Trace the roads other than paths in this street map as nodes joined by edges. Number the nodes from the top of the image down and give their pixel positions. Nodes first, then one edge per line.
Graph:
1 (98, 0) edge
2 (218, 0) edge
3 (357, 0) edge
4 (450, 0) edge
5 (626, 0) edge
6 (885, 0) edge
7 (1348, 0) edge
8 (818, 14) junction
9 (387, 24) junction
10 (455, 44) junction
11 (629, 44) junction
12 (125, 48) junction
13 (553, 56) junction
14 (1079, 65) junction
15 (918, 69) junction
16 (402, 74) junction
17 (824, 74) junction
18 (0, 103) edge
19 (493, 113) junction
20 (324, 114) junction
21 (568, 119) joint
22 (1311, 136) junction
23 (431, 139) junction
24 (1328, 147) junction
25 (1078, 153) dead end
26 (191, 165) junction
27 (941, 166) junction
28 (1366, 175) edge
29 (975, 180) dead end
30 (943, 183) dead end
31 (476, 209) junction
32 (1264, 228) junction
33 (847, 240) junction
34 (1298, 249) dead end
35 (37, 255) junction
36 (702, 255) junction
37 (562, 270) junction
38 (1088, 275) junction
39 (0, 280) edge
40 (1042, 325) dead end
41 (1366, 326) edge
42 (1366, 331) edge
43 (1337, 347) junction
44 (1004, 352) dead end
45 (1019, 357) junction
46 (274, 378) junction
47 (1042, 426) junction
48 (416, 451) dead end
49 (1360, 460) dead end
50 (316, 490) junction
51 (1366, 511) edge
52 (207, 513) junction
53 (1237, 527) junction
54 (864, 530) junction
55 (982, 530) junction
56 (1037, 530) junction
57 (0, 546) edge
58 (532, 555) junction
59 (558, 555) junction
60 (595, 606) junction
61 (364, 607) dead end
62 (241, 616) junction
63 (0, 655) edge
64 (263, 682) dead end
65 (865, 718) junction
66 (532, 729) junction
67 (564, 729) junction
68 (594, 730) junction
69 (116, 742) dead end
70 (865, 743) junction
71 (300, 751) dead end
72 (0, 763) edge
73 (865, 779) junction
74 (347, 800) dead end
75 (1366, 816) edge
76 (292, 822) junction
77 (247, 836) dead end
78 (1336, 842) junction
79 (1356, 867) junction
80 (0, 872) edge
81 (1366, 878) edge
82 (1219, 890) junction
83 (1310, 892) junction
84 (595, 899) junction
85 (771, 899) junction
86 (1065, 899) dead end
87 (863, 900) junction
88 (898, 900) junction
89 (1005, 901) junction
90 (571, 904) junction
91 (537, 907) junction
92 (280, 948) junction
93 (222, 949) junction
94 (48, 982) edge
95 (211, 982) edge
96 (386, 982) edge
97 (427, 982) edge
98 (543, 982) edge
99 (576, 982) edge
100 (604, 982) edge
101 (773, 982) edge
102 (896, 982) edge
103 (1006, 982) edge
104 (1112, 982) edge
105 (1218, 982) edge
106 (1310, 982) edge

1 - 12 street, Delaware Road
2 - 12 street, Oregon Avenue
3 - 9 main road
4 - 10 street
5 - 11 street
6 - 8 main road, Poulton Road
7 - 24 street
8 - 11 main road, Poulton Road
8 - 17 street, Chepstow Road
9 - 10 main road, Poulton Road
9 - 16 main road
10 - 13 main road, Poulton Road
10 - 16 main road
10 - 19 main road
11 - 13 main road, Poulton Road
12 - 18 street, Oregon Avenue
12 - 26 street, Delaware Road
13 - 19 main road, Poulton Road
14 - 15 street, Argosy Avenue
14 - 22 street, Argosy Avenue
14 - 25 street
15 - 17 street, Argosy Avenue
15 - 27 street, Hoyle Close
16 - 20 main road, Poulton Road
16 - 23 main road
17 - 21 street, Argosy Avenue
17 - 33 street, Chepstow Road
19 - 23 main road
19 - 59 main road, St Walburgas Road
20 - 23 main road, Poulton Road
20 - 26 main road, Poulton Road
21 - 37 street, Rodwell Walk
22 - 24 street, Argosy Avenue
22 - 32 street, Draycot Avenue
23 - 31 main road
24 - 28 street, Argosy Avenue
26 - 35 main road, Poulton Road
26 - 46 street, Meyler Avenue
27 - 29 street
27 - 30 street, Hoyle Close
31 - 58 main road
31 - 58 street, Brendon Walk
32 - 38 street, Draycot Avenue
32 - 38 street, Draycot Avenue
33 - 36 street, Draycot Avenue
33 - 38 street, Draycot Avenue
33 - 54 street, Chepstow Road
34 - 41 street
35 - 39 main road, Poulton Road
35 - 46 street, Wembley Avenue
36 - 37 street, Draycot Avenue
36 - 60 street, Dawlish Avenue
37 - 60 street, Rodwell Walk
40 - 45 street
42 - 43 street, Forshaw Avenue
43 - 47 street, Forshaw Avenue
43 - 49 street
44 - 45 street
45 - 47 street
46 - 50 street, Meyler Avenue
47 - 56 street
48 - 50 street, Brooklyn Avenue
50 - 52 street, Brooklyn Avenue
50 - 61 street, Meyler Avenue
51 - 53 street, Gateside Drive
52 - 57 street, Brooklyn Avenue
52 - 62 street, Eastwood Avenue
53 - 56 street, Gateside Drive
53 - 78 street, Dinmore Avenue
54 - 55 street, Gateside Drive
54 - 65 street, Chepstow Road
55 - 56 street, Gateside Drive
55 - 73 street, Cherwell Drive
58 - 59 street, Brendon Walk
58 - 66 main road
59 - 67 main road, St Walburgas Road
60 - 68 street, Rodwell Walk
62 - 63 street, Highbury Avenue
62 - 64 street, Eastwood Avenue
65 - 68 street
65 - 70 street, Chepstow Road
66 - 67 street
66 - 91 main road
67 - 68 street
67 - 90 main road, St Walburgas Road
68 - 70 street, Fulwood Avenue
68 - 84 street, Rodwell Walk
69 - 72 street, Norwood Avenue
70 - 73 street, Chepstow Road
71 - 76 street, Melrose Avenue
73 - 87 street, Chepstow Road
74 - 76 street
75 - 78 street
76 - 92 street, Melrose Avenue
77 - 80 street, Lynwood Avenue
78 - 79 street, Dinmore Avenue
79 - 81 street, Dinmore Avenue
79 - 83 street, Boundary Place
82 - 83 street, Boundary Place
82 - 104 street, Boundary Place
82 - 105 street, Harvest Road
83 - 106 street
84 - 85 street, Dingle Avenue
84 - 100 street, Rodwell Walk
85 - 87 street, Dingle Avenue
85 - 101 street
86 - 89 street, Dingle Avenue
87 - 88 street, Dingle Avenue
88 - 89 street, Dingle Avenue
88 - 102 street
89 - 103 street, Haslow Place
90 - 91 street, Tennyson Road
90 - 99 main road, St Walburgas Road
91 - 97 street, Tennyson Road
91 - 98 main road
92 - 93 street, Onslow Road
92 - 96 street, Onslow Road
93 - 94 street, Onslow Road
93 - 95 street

#####

# [WHAT TO PRODUCE]
Copy down the material exactly as written.

# [COMPLETED TASK]
Trace the roads other than paths in this street map as nodes joined by edges. Number the nodes from the top of the image down and give their pixel positions. Nodes first, then one edge per line.
Graph:
1 (98, 0) edge
2 (218, 0) edge
3 (357, 0) edge
4 (450, 0) edge
5 (626, 0) edge
6 (885, 0) edge
7 (1348, 0) edge
8 (818, 14) junction
9 (387, 24) junction
10 (455, 44) junction
11 (629, 44) junction
12 (125, 48) junction
13 (553, 56) junction
14 (1079, 65) junction
15 (918, 69) junction
16 (402, 74) junction
17 (824, 74) junction
18 (0, 103) edge
19 (493, 113) junction
20 (324, 114) junction
21 (568, 119) joint
22 (1311, 136) junction
23 (431, 139) junction
24 (1328, 147) junction
25 (1078, 153) dead end
26 (191, 165) junction
27 (941, 166) junction
28 (1366, 175) edge
29 (975, 180) dead end
30 (943, 183) dead end
31 (476, 209) junction
32 (1264, 228) junction
33 (847, 240) junction
34 (1298, 249) dead end
35 (37, 255) junction
36 (702, 255) junction
37 (562, 270) junction
38 (1088, 275) junction
39 (0, 280) edge
40 (1042, 325) dead end
41 (1366, 326) edge
42 (1366, 331) edge
43 (1337, 347) junction
44 (1004, 352) dead end
45 (1019, 357) junction
46 (274, 378) junction
47 (1042, 426) junction
48 (416, 451) dead end
49 (1360, 460) dead end
50 (316, 490) junction
51 (1366, 511) edge
52 (207, 513) junction
53 (1237, 527) junction
54 (864, 530) junction
55 (982, 530) junction
56 (1037, 530) junction
57 (0, 546) edge
58 (532, 555) junction
59 (558, 555) junction
60 (595, 606) junction
61 (364, 607) dead end
62 (241, 616) junction
63 (0, 655) edge
64 (263, 682) dead end
65 (865, 718) junction
66 (532, 729) junction
67 (564, 729) junction
68 (594, 730) junction
69 (116, 742) dead end
70 (865, 743) junction
71 (300, 751) dead end
72 (0, 763) edge
73 (865, 779) junction
74 (347, 800) dead end
75 (1366, 816) edge
76 (292, 822) junction
77 (247, 836) dead end
78 (1336, 842) junction
79 (1356, 867) junction
80 (0, 872) edge
81 (1366, 878) edge
82 (1219, 890) junction
83 (1310, 892) junction
84 (595, 899) junction
85 (771, 899) junction
86 (1065, 899) dead end
87 (863, 900) junction
88 (898, 900) junction
89 (1005, 901) junction
90 (571, 904) junction
91 (537, 907) junction
92 (280, 948) junction
93 (222, 949) junction
94 (48, 982) edge
95 (211, 982) edge
96 (386, 982) edge
97 (427, 982) edge
98 (543, 982) edge
99 (576, 982) edge
100 (604, 982) edge
101 (773, 982) edge
102 (896, 982) edge
103 (1006, 982) edge
104 (1112, 982) edge
105 (1218, 982) edge
106 (1310, 982) edge

1 - 12 street, Delaware Road
2 - 12 street, Oregon Avenue
3 - 9 main road
4 - 10 street
5 - 11 street
6 - 8 main road, Poulton Road
7 - 24 street
8 - 11 main road, Poulton Road
8 - 17 street, Chepstow Road
9 - 10 main road, Poulton Road
9 - 16 main road
10 - 13 main road, Poulton Road
10 - 16 main road
10 - 19 main road
11 - 13 main road, Poulton Road
12 - 18 street, Oregon Avenue
12 - 26 street, Delaware Road
13 - 19 main road, Poulton Road
14 - 15 street, Argosy Avenue
14 - 22 street, Argosy Avenue
14 - 25 street
15 - 17 street, Argosy Avenue
15 - 27 street, Hoyle Close
16 - 20 main road, Poulton Road
16 - 23 main road
17 - 21 street, Argosy Avenue
17 - 33 street, Chepstow Road
19 - 23 main road
19 - 59 main road, St Walburgas Road
20 - 23 main road, Poulton Road
20 - 26 main road, Poulton Road
21 - 37 street, Rodwell Walk
22 - 24 street, Argosy Avenue
22 - 32 street, Draycot Avenue
23 - 31 main road
24 - 28 street, Argosy Avenue
26 - 35 main road, Poulton Road
26 - 46 street, Meyler Avenue
27 - 29 street
27 - 30 street, Hoyle Close
31 - 58 main road
31 - 58 street, Brendon Walk
32 - 38 street, Draycot Avenue
32 - 38 street, Draycot Avenue
33 - 36 street, Draycot Avenue
33 - 38 street, Draycot Avenue
33 - 54 street, Chepstow Road
34 - 41 street
35 - 39 main road, Poulton Road
35 - 46 street, Wembley Avenue
36 - 37 street, Draycot Avenue
36 - 60 street, Dawlish Avenue
37 - 60 street, Rodwell Walk
40 - 45 street
42 - 43 street, Forshaw Avenue
43 - 47 street, Forshaw Avenue
43 - 49 street
44 - 45 street
45 - 47 street
46 - 50 street, Meyler Avenue
47 - 56 street
48 - 50 street, Brooklyn Avenue
50 - 52 street, Brooklyn Avenue
50 - 61 street, Meyler Avenue
51 - 53 street, Gateside Drive
52 - 57 street, Brooklyn Avenue
52 - 62 street, Eastwood Avenue
53 - 56 street, Gateside Drive
53 - 78 street, Dinmore Avenue
54 - 55 street, Gateside Drive
54 - 65 street, Chepstow Road
55 - 56 street, Gateside Drive
55 - 73 street, Cherwell Drive
58 - 59 street, Brendon Walk
58 - 66 main road
59 - 67 main road, St Walburgas Road
60 - 68 street, Rodwell Walk
62 - 63 street, Highbury Avenue
62 - 64 street, Eastwood Avenue
65 - 68 street
65 - 70 street, Chepstow Road
66 - 67 street
66 - 91 main road
67 - 68 street
67 - 90 main road, St Walburgas Road
68 - 70 street, Fulwood Avenue
68 - 84 street, Rodwell Walk
69 - 72 street, Norwood Avenue
70 - 73 street, Chepstow Road
71 - 76 street, Melrose Avenue
73 - 87 street, Chepstow Road
74 - 76 street
75 - 78 street
76 - 92 street, Melrose Avenue
77 - 80 street, Lynwood Avenue
78 - 79 street, Dinmore Avenue
79 - 81 street, Dinmore Avenue
79 - 83 street, Boundary Place
82 - 83 street, Boundary Place
82 - 104 street, Boundary Place
82 - 105 street, Harvest Road
83 - 106 street
84 - 85 street, Dingle Avenue
84 - 100 street, Rodwell Walk
85 - 87 street, Dingle Avenue
85 - 101 street
86 - 89 street, Dingle Avenue
87 - 88 street, Dingle Avenue
88 - 89 street, Dingle Avenue
88 - 102 street
89 - 103 street, Haslow Place
90 - 91 street, Tennyson Road
90 - 99 main road, St Walburgas Road
91 - 97 street, Tennyson Road
91 - 98 main road
92 - 93 street, Onslow Road
92 - 96 street, Onslow Road
93 - 94 street, Onslow Road
93 - 95 street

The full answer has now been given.